Q: Can the record business and music media help?
A: They are too busy getting new acts for their magazines or new acts for their radio stations. They’d rather sweep all this under the rug. But, you keep sweeping that shit under the rug and pretty soon your house is fucked up. Until you are ready to clean up. So the rappers have to take the initiative.
“Look at rap in 1983 or 1984, when it was all black and Puerto Rican. Now, the emergence of Chuck D and his new message…if you go to a rap concert, you are liable to see every race and nationality at the show. The rapper is up there. He might be pro-black, but he’s not lying, and he’s tellin’ the truth. And that’s all we hunger for. That’s the only thing that makes us live. And once we hear lies, it destroys our brain and our body. I can’t give you a lie to play the fool. ‘Eat that plate of food.’ How are you going to grow with that? It’s nothin’ there to grow on. But, when I give you truth, you can grow and you can live.
Q: Do you deliberately not put lyric sheets and printed words on the recordings? Is this a conscious effort?
A: Yes, it’s a conscious effort. I don’t want to give people who don’t like Ice Cube an edge to use my words. You have to be a hip-hop fan, a fan of the music, to have the patience to hear everything that Ice Cube says. I don’t want anybody who is not a fan of my music to try and make my words, because all they gonna do is take my words and use them against me.
Q: Does the live experience fuel you or expand the body of work you’ve created? People sing things you’ve written.
A: I know. In my show, I leave the heavy shit out, the political stuff on my records. When you come to a show, it’s basically party. I don’t really want to be up there and try and talk about social issues. You know what I mean? Come together and we jam.
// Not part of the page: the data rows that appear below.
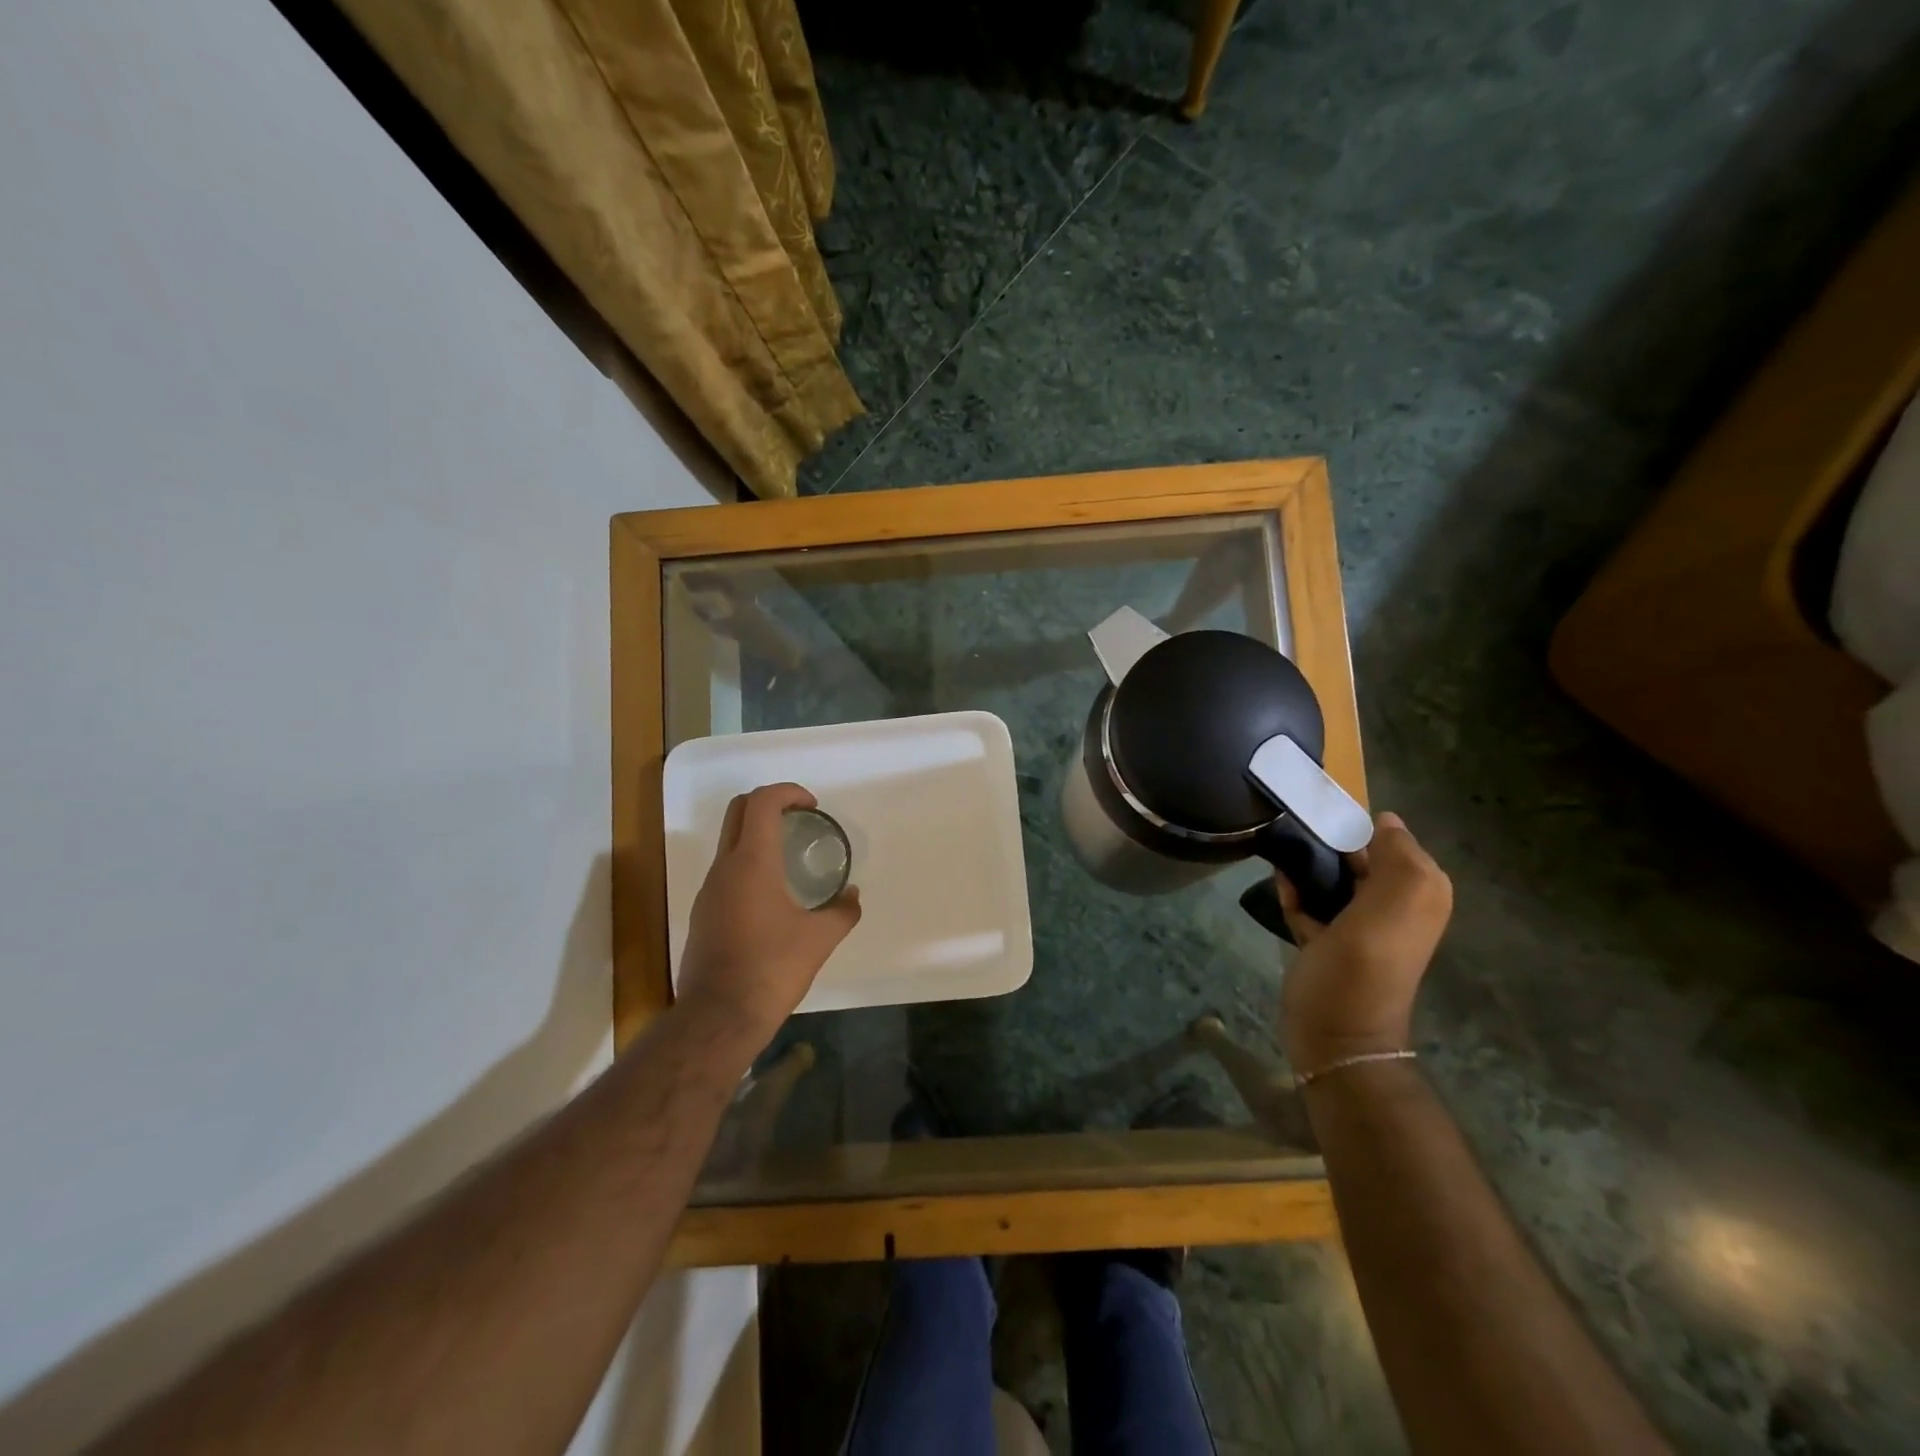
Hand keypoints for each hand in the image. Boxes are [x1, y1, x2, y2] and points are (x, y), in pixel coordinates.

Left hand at [675, 783, 860, 1050]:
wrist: (719, 1017)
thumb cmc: (772, 968)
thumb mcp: (820, 939)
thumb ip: (842, 911)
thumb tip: (852, 896)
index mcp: (752, 862)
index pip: (762, 802)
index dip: (788, 792)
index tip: (812, 807)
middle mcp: (724, 868)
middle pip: (738, 810)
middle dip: (770, 803)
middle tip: (800, 820)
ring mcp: (708, 891)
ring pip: (729, 842)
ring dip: (757, 836)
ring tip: (791, 859)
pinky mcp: (702, 914)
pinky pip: (725, 872)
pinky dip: (748, 865)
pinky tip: (772, 897)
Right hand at [1276, 811, 1451, 1073]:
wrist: (1334, 1035)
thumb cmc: (1362, 966)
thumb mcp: (1395, 905)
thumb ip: (1399, 857)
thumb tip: (1384, 819)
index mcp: (1418, 894)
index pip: (1390, 839)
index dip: (1358, 826)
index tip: (1322, 818)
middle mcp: (1394, 906)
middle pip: (1359, 857)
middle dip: (1328, 846)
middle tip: (1296, 837)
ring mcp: (1359, 926)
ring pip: (1331, 878)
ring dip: (1307, 869)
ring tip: (1283, 858)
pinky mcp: (1327, 940)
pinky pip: (1311, 903)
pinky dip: (1295, 893)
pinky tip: (1280, 886)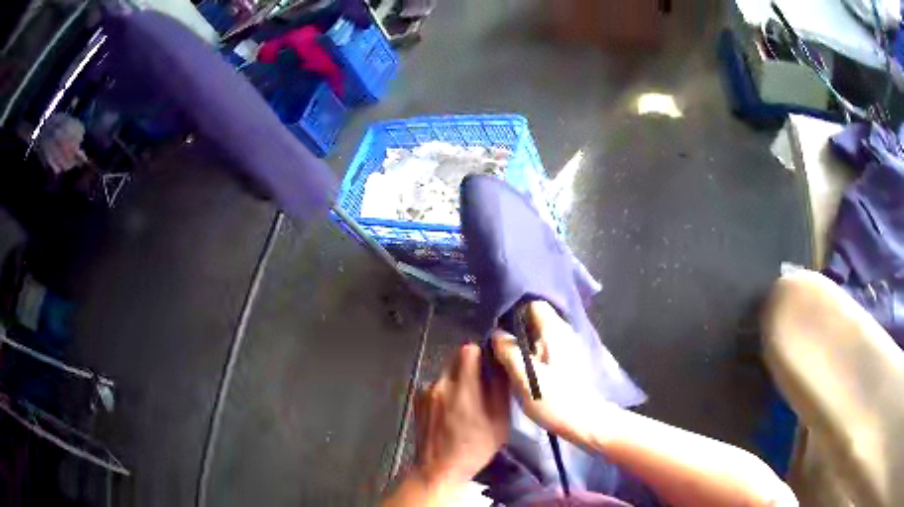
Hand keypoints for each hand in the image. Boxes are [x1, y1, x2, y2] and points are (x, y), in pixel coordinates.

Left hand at [412, 343, 509, 492]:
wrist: (438, 468)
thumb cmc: (475, 448)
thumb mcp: (499, 420)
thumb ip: (499, 388)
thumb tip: (500, 363)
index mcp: (463, 388)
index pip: (469, 350)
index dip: (482, 354)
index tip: (490, 366)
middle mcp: (441, 384)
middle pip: (456, 358)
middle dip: (470, 366)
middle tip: (481, 386)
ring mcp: (425, 391)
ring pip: (446, 372)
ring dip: (458, 379)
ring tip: (465, 403)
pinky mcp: (417, 400)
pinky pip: (436, 385)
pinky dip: (445, 391)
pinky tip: (450, 411)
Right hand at [491, 301, 611, 444]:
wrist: (584, 422)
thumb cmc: (554, 399)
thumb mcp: (525, 378)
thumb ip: (509, 352)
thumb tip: (496, 333)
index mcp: (554, 331)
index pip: (533, 304)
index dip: (513, 311)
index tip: (495, 323)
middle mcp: (564, 332)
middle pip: (537, 318)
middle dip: (516, 327)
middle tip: (495, 340)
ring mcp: (569, 346)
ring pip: (541, 334)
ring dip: (524, 341)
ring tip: (504, 353)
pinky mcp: (569, 360)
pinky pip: (546, 346)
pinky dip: (533, 351)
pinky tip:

After my music career, maybe I could do a lecture type thing and define my records more. When you come to see me in a show, man, it’s time to party. I think the kids have a lot of shit on their minds, and when they come to see me perform, they don’t want to get bombarded.
Q: Is it gratifying to know that your recordings, and your comments are registering?
A: Yes. It’s really just one man’s comment. It’s just an opinion. I’m just one idea, and for the people to acknowledge that is cool. People come to me to get some of their questions answered.
Q: Can you describe what it’s like when something you birthed, like a term, a word,. or a phrase, is incorporated into everyday speech and conversation.
A: I feel good. That’s how we get slang in the neighborhood. Somebody is trying to invent a new dialect and see how far we go. I invented something people are using now, ‘ Break ‘em off some.’ That was something that I invented and I just wanted to see how far it would go. I start hearing it more and more on records, and it gets bigger and bigger. And you say, ‘I thought of that phrase.’ It becomes a world phrase. That’s when you get down into the neighborhood, because it’s a new language comin’ out of the neighborhood.
Q: It seems nobody talks to you about the influence of comedy albums, Richard Pryor, and your love of the oral tradition.
A: I’ve always loved it. What it is, is people saying things I wish I would have said. So, instead of rippin’ in off, I put it in a strategic place. Some people can define my records, even if they might have spoke twenty years ago and I never heard what they said. And I do a record, and I end up comin’ across it, and I say, ‘That defines exactly what I’m tryin’ to say.’ There is an advantage about hearing somebody talk than reading them on a printed page. Reading someone on a printed page is flat. It doesn’t give anything to me.